▶ Task brief
An exact reproduction of each record is required.

▶ Given data

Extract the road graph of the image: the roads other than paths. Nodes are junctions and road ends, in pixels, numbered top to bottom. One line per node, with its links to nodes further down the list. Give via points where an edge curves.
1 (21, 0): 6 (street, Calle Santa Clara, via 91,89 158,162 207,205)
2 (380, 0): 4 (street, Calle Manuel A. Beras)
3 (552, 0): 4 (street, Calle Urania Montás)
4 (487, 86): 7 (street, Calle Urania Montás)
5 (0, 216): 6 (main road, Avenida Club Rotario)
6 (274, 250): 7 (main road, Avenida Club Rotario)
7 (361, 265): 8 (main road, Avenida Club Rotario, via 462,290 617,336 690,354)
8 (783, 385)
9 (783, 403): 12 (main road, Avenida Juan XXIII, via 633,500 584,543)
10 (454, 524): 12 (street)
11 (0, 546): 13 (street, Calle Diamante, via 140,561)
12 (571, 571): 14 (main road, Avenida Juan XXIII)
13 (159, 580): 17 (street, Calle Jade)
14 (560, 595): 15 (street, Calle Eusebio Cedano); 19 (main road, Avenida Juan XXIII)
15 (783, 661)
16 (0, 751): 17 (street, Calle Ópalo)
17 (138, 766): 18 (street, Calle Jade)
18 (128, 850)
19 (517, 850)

▶ Solution for this task
Extract the road graph of the image: the roads other than paths. Nodes are junctions and road ends, in pixels, numbered top to bottom. One line per node, with its links to nodes further down the list. Give via points where an edge curves.
1 (21, 0): 6 (street, Calle Santa Clara, via 91,89 158,162 207,205)
2 (380, 0): 4 (street, Calle Manuel A. Beras)
3 (552, 0): 4 (street, Calle Urania Montás)
4 (487, 86): 7 (street, Calle Urania Montás)
5 (0, 216): 6 (main road, Avenida Club Rotario)
6 (274, 250): 7 (main road, Avenida Club Rotario)
7 (361, 265): 8 (main road, Avenida Club Rotario, via 462,290 617,336 690,354)
8 (783, 385)
9 (783, 403): 12 (main road, Avenida Juan XXIII, via 633,500 584,543)
10 (454, 524): 12 (street)
11 (0, 546): 13 (street, Calle Diamante, via 140,561)
12 (571, 571): 14 (main road, Avenida Juan XXIII)
13 (159, 580): 17 (street, Calle Jade)
14 (560, 595): 15 (street, Calle Eusebio Cedano); 19 (main road, Avenida Juan XXIII)
15 (783, 661)
16 (0, 751): 17 (street, Calle Ópalo)
17 (138, 766): 18 (street, Calle Jade)
18 (128, 850)
19 (517, 850)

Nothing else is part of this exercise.